Ballet de l'Opéra de Lyon : « Newark », « Foray Forêt », « Set and Reset/Reset » de Trisha Brown
Le programme était copieux. Trois classiques de l’avant-garde américaine d’environ une demi-heure chacun, griffés Trisha Brown, interprétés par une troupe lyonnaise au mieux de sa forme, soit deux heures en tout, entractes compris.
Une entame sous tutelle picturale, Newark (1987), hachée de baissers et de levers de rideaux, plusieurs gigantesques rectangles monochromes, signés, comme la B.O. de la pièce, de l’artiste minimaliste Donald Judd ; une gradation, littéralement, en fanfare, Foray Forêt (1990), avec, entre autres, dans la playlist de l’harmonie invitée, la Fanfare Piston, Katioucha (1938) et Emmenez-moi (1967) ; un final de toute beauté, de par la simplicité et la répétitivité des motifs gestuels, qui a justifié les nombreux rappels d’une salle comble et comblée.
Le Ballet de la capitale des Gaules nous avait déjà épaté lors de la reprise, en 2016, du chef d’œuvre incontestable de Lucinda Childs, tout simplement intitulé Dance. Cette fois-ci, avec trois pièces, différentes l’une de l’autre, de la regrettée Trisha Brown, il continue de « le faire ». Autant la mathématique de Childs devait être – et elle le fut – suivie, respectée à la lettre, autant la ductilité, l’élasticité, la décontraction du mouvement de la native d’Aberdeen (Etat de Washington) sont loin d’être évidents à attraper ou, ne serait-ce, qu’à imiter. Ce phrasé unique, sans équivalent, désarçonne plus d’un danseur, qu’il soit aguerri à la discipline du ballet ou habitué aux master classes dispensées par les disciples d’Anna Halprin et les rescapés de la Judson Church.
Nous avons eu l’impression, en début d’une soirée entièrement consacrée à Trisha Brown, avec des pièces qui font maintenant partie du répertoire du Ballet de l’Opéra, que le style, sinon classique, du moins « modern dance », était celui qui posait le moins de problèmes aux danseurs – ce, malgré la pratique de la synchronie et de l’unisson allant, d’après nous, contre les principes cagiens et/ou cunninghamiens.

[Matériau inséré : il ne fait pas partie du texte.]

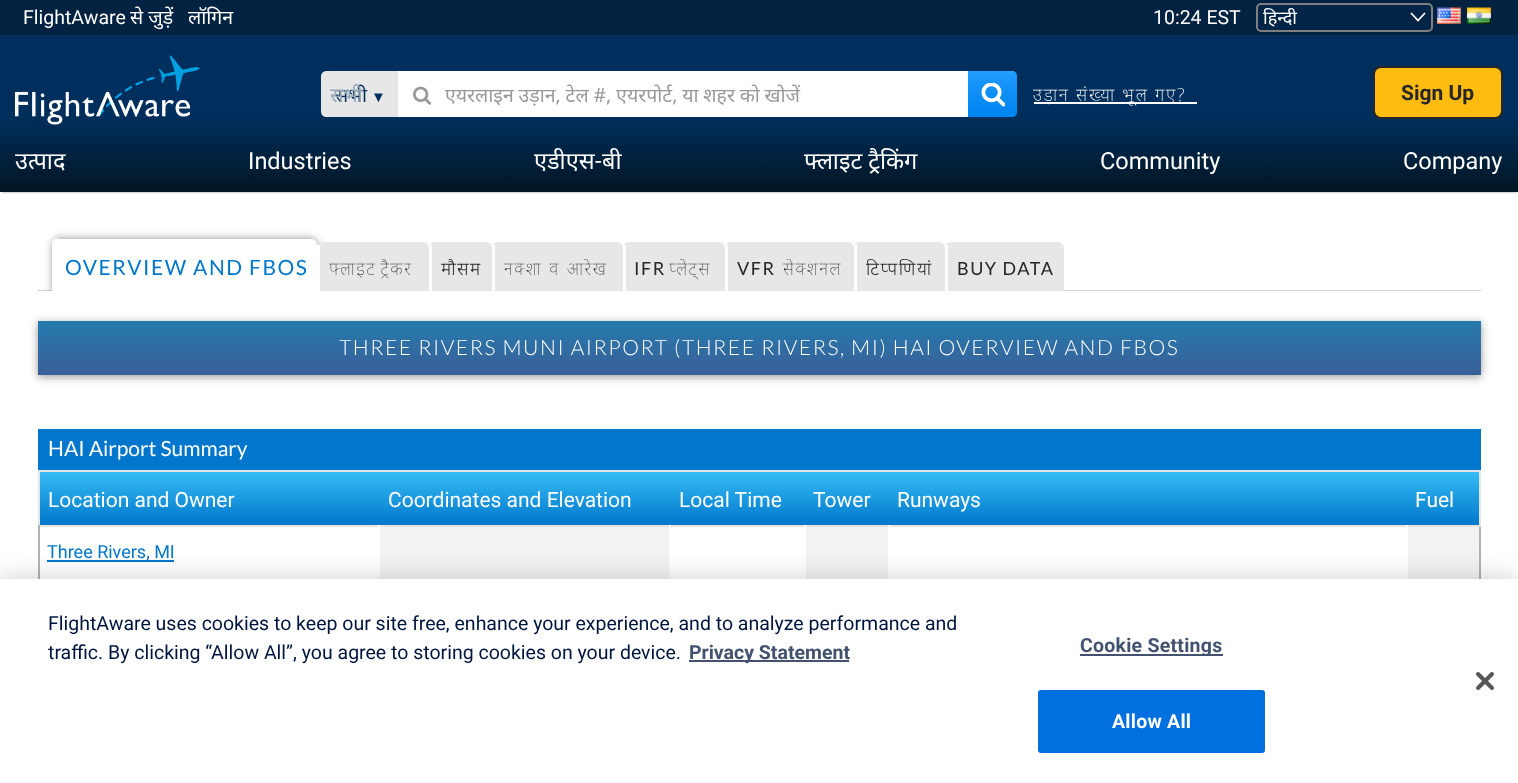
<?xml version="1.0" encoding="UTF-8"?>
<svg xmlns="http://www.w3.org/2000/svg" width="1518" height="783">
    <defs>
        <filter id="blur1" x="-50%" y="-200%" width="200%" height="500%"><feGaussianBlur stdDeviation="1"/></filter>
        <linearGradient id="g1" gradientUnits="userSpaceOnUse" x1="759" y1="0" x2="759" y2="192"><stop offset="0" stop-color="#002F5D"/><stop offset="0.6" stop-color="#002F5D"/><stop offset="1" stop-color="#021624"/></linearGradient>
        <linearGradient id="g2" gradientUnits="userSpaceOnUse" x1="993" y1="117" x2="993" y2="71"><stop offset="0" stop-color="#0084F0"/><stop offset="0.66" stop-color="#1291F8"/><stop offset="1" stop-color="#249DFF"/></linearGradient>
        <clipPath id="clip1"><rect x="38" y="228" width="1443" height="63"/></clipPath>
        <filter id="blur2" x="-50%" y="-200%" width="200%" height="500%"><feGaussianBlur stdDeviation="4"/></filter>
        <clipPath id="clip2"><rect x="38" y="228" width="1443" height="63"/></clipPath>
        <linearGradient id="g3" gradientUnits="userSpaceOnUse" x1="38" y1="321" x2="38" y2="375"><stop offset="0" stop-color="#267BAE"/><stop offset="1" stop-color="#3A5F97"/></linearGradient>
        <linearGradient id="g4" gradientUnits="userSpaceOnUse" x1="41" y1="471" x2="41" y2="525"><stop offset="0" stop-color="#37BDF5"/><stop offset="1" stop-color="#0077CC"/></linearGradient>
        <filter id="blur3" x="-50%" y="-200%" width="200%" height="500%"><feGaussianBlur stdDeviation="13.5"/></filter>
    </defs>
    <rect width="100%" height="100%" fill="#FFFFFF"/>
    <rect x="2" y="3" width="1515" height="189" fill="#888888" filter="url(#blur1)"/>
    <rect x="0" y="35" width="1518" height="157" fill="url(#g1)"/>
    <rect x="0" y="0" width="1518" height="35" fill="#022241"/>
    <text x="23" y="24" font-family="Roboto" font-size="19.5" fill="#FFFFFF">FlightAware</text>
    <text x="130" y="24" font-family="Noto Sans" font-size="19.5" fill="#FFFFFF">से जुड़ें</text>
    <text x="188" y="24" font-family="Noto Sans" font-size="19.5" fill="#FFFFFF">लॉगिन</text>
    <text x="1153" y="24" font-family="Roboto" font-size="19.5" fill="#FFFFFF">10:24 EST</text>
    <rect x="1256" y="3" width="177" height="29" rx="5" fill="#022547"/>
    <path d="M 1411 13 L 1418 20.5 L 1425 13" fill="none" stroke="#FFFFFF" stroke-width="1.8"/>
    <rect x="1257" y="4" width="175" height="27" rx="4" fill="none" stroke="#808080" stroke-width="2"/>
    <text x="1263" y="24" font-family="Noto Sans" font-size="18" fill="#FFFFFF">हिन्दी</text>
    <image x="1437" y="7" width="24" height="17" href="img_01.png"/>
    <image x="1467" y="7" width="24" height="17" href="img_02.png"/>
    <image x="15" y="55" width="185" height="70" href="img_03.png"/>
    <path d="M 326 72 H 397 V 116 H 326 C 324 116 322 114 322 112 V 76 C 322 74 324 72 326 72 Z" fill="#E7E7E7" stroke="#E7E7E7" stroke-width="2"/>
    <text x="335" y="102" font-family="Noto Sans" font-size="19.5" fill="#002F5D">सभी</text>
    <text x="330" y="102" font-family="Noto Sans" font-size="20" fill="#99A9B8">सभी</text>
    <text x="371" y="102" font-family="Liberation Sans" font-size="15" fill="#002F5D">▼</text>
    <rect x="398" y="71" width="570" height="46" fill="#FFFFFF"/>
    <image x="413" y="86" width="19" height="19" href="img_04.png"/>
    <text x="445" y="102" word-spacing="-0.25" font-family="Noto Sans" font-size="19.5" fill="#999999">एयरलाइन उड़ान, टेल #, एयरपोर्ट, या शहर को खोजें</text>
    <path d="M 968 71 H 1012 C 1015 71 1017 73 1017 76 V 112 C 1017 115 1015 117 1012 117 H 968 Z" fill="url(#g2)"/>
    <image x="981" y="83" width="24" height="24" href="img_05.png"/>
    <rect x="1034" y="102" width="163" height="2" fill="#FFFFFF"/>
    <text x="1033" y="101" font-family="Noto Sans" font-size="18" font-weight="200" letter-spacing="1.75" fill="#FFFFFF">उड़ान संख्या भूल गए?</text>
    <rect x="1374" y="67" width="128" height="51" rx="7" fill="#FEBC11" stroke="#272727" stroke-width="2"/>
    <text x="1401" y="100" font-family="Roboto" font-size="21" font-weight="700" fill="#272727">Sign Up</text>
    <text x="15" y="169" font-family="Noto Sans" font-size="23.5" fill="#FFFFFF">उत्पाद</text>
    <text x="248" y="169" font-family="Roboto" font-size="23.5" fill="#FFFFFF">Industries</text>
    <text x="534" y="169" font-family="Noto Sans" font-size="23.5" fill="#FFFFFF">एडीएस</text>
    <text x="595" y="169" font-family="Roboto" font-size="23.5" fill="#FFFFFF">-</text>
    <text x="602" y="169" font-family="Noto Sans" font-size="23.5" fill="#FFFFFF">बी</text>
    <text x="804" y="169" word-spacing="-0.25" font-family="Noto Sans" font-size="23.5" fill="#FFFFFF">फ्लाइट ट्रैकिंग</text>
    <text x="1100" y="169" font-family="Roboto" font-size="23.5" fill="#FFFFFF">Community</text>
    <text x="1403" y="169" font-family="Roboto" font-size="23.5" fill="#FFFFFF">Company</text>
    <rect x="38" y="290" width="1443" height="1" fill="#D1D1D1"/>
    <g clip-path="url(#clip1)">
        <rect x="53" y="239" width="264" height="58" rx="6" fill="#888888" filter="url(#blur2)"/>
    </g>
    <path d="M 59 239 H 311 C 314.5 239 317 241.5 317 245 V 291 H 53 V 245 C 53 241.5 55.5 239 59 239 Z" fill="#FFFFFF"/>
    <text x="65" y="275" font-family="Lato" font-size="21" letter-spacing="1.5" fill="#0077CC">OVERVIEW AND FBOS</text>
    <g clip-path="url(#clip2)">
        <path d="M 58 238 H 310 C 314 238 316 241 316 244 V 291 C 316 294 314 297 310 297 H 58 C 55 297 52 294 52 291 V 244 C 52 241 55 238 58 238 Z M 58 238 H 310 C 314 238 316 241 316 244 V 291 C 316 293 314 294 310 294 H 58 C 57 294 56 293 56 291 V 244 C 56 241 57 238 58 238 Z" fill="#FFFFFF" fill-rule="evenodd"/>
        <rect x="317" y="242" width="112" height="52" rx="6" fill="#E7E7E7"/>
    </g>
    <text x="329" y="275" word-spacing="-2" font-family="Noto Sans" font-size="18" font-weight="100" letter-spacing="1.5" fill="#272727">फ्लाइट ट्रैकर</text>
    <rect x="317" y="245" width="3" height="46" fill="#FFFFFF"/>
    <g clip-path="url(#clip2)">
        <rect x="429" y="242" width="63" height="52" rx="6" fill="#E7E7E7"/>
    </g>
    <text x="441" y="275" font-family="Noto Sans" font-size="18" font-weight="300" letter-spacing="1.5" fill="#272727">मौसम</text>
    <rect x="429" y="245" width="3" height="46" fill="#FFFFFF"/>
    <g clip-path="url(#clip2)">
        <rect x="492" y="242" width="131" height="52" rx="6" fill="#E7E7E7"/>
    </g>
    <text x="504" y="275" word-spacing="1" font-family="Noto Sans" font-size="18" font-weight="100" letter-spacing="1.5" fill="#272727">नक्शा व आरेख</text>
    <rect x="492" y="245" width="3" height="46" fill="#FFFFFF"/>
    <g clip-path="url(#clip2)">
        <rect x="623" y="242" width="102" height="52" rx="6" fill="#E7E7E7"/>
    </g>
    <text x="634" y="275" font-family="Lato" font-size="18" letter-spacing="1.5" fill="#272727">IFR</text>
    <rect x="623" y="245" width="3" height="46" fill="#FFFFFF"/>
    <text x="669" y="275" font-family="Noto Sans" font-size="18" font-weight="100" letter-spacing="1.5" fill="#272727">प्लेट्स</text>
    <g clip-path="url(#clip2)">
        <rect x="725" y="242" width="129" height="52" rx="6" fill="#E7E7E7"/>
    </g>
    <text x="737" y="275" font-family="Lato" font-size="18" letter-spacing="1.5" fill="#272727">VFR</text>
    <rect x="725" y="245" width="3" height="46" fill="#FFFFFF"/>
    <text x="783" y="275" font-family="Noto Sans" font-size="18" font-weight="100" letter-spacing="1.5" fill="#272727">सेक्शनल</text>
    <g clip-path="url(#clip2)">
        <rect x="854" y="242" width="91" height="52" rx="6" fill="#E7E7E7"/>
    </g>
    <text x="866" y="275" font-family="Noto Sans" font-size="18" font-weight="300" letter-spacing="1.5" fill="#272727">टिप्पणियां</text>
    <rect x="854" y="245" width="3" height="46" fill="#FFFFFF"/>
    <g clip-path="url(#clip2)">
        <rect x="945" y="242" width="119" height="52" rx="6" fill="#E7E7E7"/>
    </g>
    <text x="957" y="275" font-family="Lato" font-size="18" letter-spacing="1.5" fill="#272727">BUY DATA</text>
    <rect x="945" y="245" width="3" height="46" fill="#FFFFFF"/>
    <rect x="38" y="323" width="1443" height="54" fill="#323232" fill-opacity="0.5" filter="url(#blur2)"/>
    <rect x="38" y="321" width="1443" height="54" fill="url(#g3)"/>
    <text x="339" y="355" font-family="Lato" font-size="21" font-weight="300" letter-spacing="1.5" fill="#FFFFFF">THREE RIVERS MUNI AIRPORT (THREE RIVERS, MI) HAI OVERVIEW AND FBOS</text>
    <rect x="38" y="429" width="1443" height="41" fill="#0077CC"/>
    <text x="48" y="456" font-family="Lato" font-size="21" fill="#FFFFFF">HAI Airport Summary</text>
    <rect x="1479" y="527" width="2" height="52" fill="#B2B2B2"/>
    <rect x="40" y="472" width="1439" height="53" fill="url(#g4)"/>
    <rect x="38" y="470" width="1443" height="2" fill="#E5E5E4"/>
    <rect x="1479" y="470" width="2" height="57" fill="#E5E5E4"/>
    <rect x="38" y="525" width="1443" height="2" fill="#E5E5E4"/>
    <rect x="38" y="470" width="2" height="57" fill="#E5E5E4"/>
    <text x="48" y="507" font-family="Roboto" font-size="21" fill="#FFFFFF">Location and Owner</text>
    <text x="388" y="507" font-family="Roboto" font-size="21" fill="#FFFFFF">Coordinates and Elevation</text>
    <text x="679" y="507" font-family="Roboto" font-size="21" fill="#FFFFFF">Local Time</text>
    <text x="813" y="507" font-family="Roboto" font-size="21" fill="#FFFFFF">Tower</text>
    <text x="897" y="507" font-family="Roboto" font-size="21" fill="#FFFFFF">Runways</text>
    <text x="1415" y="507" font-family="Roboto" font-size="21" fill="#FFFFFF">Fuel</text>
    <rect x="38" y="525" width="2" height="54" fill="#B2B2B2"/>
    <rect x="47" y="560" width="127" height="2" fill="#0077CC"/>
    <text x="47" y="558" font-family="Roboto" font-size="18" fill="#0077CC">Three Rivers, MI</text>
    <rect x="380" y="527" width="289" height="52" fill="#F3F3F3"/>
    <rect x="378" y="525" width="2" height="2" fill="#FFFFFF"/>
    <rect x="669" y="525" width="2" height="2" fill="#FFFFFF"/>
    <rect x="806" y="527" width="82" height="52" fill="#F3F3F3"/>
    <rect x="804" y="525" width="2" height="2" fill="#FFFFFF"/>
    <rect x="888" y="525" width="2" height="2" fill="#FFFFFF"/>
    <rect x="1408" y="527" width="71" height="52" fill="#F3F3F3"/>
    <rect x="1406" y="525" width="2" height="2" fill="#FFFFFF"/>
    <rect x="0" y="579" width="1518" height="204" fill="#000000" fill-opacity="0.2" filter="url(#blur3)"/>
    <rect x="0" y="579" width="1518" height="204" fill="#FFFFFF"/>
    <text font-family="Roboto" font-size="19.5" fill="#00153D">
        <tspan x="48" y="630">FlightAware uses cookies to keep our site free, enhance your experience, and to analyze performance and</tspan>
        <tspan x="48" y="659">traffic. By clicking “Allow All”, you agree to storing cookies on your device.</tspan>
    </text>
    <rect x="689" y="660" width="160" height="2" fill="#42526F"/>
    <text x="689" y="659" font-family="Roboto" font-size="19.5" font-weight="700" fill="#42526F">Privacy Statement</text>
    <rect x="1080" y="654" width="143" height="2" fill="#42526F"/>
    <text x="1080" y="652" font-family="Roboto" font-size="19.5" font-weight="700" letter-spacing="0.25" fill="#42526F">Cookie Settings</text>
    <rect x="1039" y="691" width="225" height="61" rx="2" fill="#0070E0" stroke="#0070E0" stroke-width="2"/>
    <text x="1112" y="728" font-family="Roboto" font-size="19.5" font-weight="700" letter-spacing="0.25" fill="#FFFFFF">Allow All</text>
    <image x="1476" y="672" width="18" height="18" href="img_06.png"/>
</svg>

Foray Forêt (1990), travail groupal, a moins atteint sa cible. C’est l’impression que nous avons eue. Effectivement, nous n’avons pas trop senti l’enthousiasme qu’on pouvait espérer d’un opus pourtant riche et varié en micro-événements. Peut-être trop subtil pour que les nuances puissent être reçues du dernier rang de l’orchestre. Et, en même temps, un peu trop kitsch – cf. les uniformes, en tissu métallisé, argenté et doré, dessinés par Rauschenberg pour des prêtresses d’une Egypte fantasmée.
Foray Forêt - Galerie photo © Blandine Soulage
Lorsque nous avions vu cette pièce, sur la scène dressée en plein air au Palais Royal par le festival Paris quartier d’été, nous avions mieux perçu les contrastes entre les parties acrobatiques – dérivées de la Contact improvisation – et les « petits riens » qui pourraient être d’ailleurs caractérisés par leur discrétion même – au sens où l’entendent les linguistes, de marqueurs de discontinuité et de rupture diégétique ou kinesthésique. Cette discrétion n’est pas tout à fait le silence, plutôt le signe d’un mouvement en pointillé. Les passages ralentissant le geste sont d’autant plus importants dans cette composition que ceux d’apparence virtuose.
"Newark" et "Set and Reset/Reset" - Galerie photo © Blandine Soulage
Nous avions donc en tête l’ailée Leah Morrison, pointue et éthérée dans le souvenir de cette pièce mais devons reconnaître avoir été agréablement surpris par la remarquable prestation de Dorothée Delabie – la seule interprète qui ait dansé dans les trois œuvres le soir de la première. La danseuse fait plus que tirer son épingle du jeu : elle suit, à la lettre et dans l’esprit, la logique du travail de Trisha Brown. Sa danse pure et impure – à l’épreuve du « réel » –, intègre et intégrale, aux enchaînements inattendus paraissant aller de soi, a toujours tenu compte du lieu de sa monstration (jardin public, galerie d’art, musée, retour à la maison du théâtre à l’italienne) comme des interprètes susceptibles de la perpétuer.
Après la surprise des deux mobiles abstraits, sculptures cinétiques droit issues d’un ballet mécanique, polyèdres tombant des cintres, faits de fils, en forme de lampadaires, de tubes, de sabliers, une version récente de Set and Reset/Reset a lyriquement conclu la soirée de gala.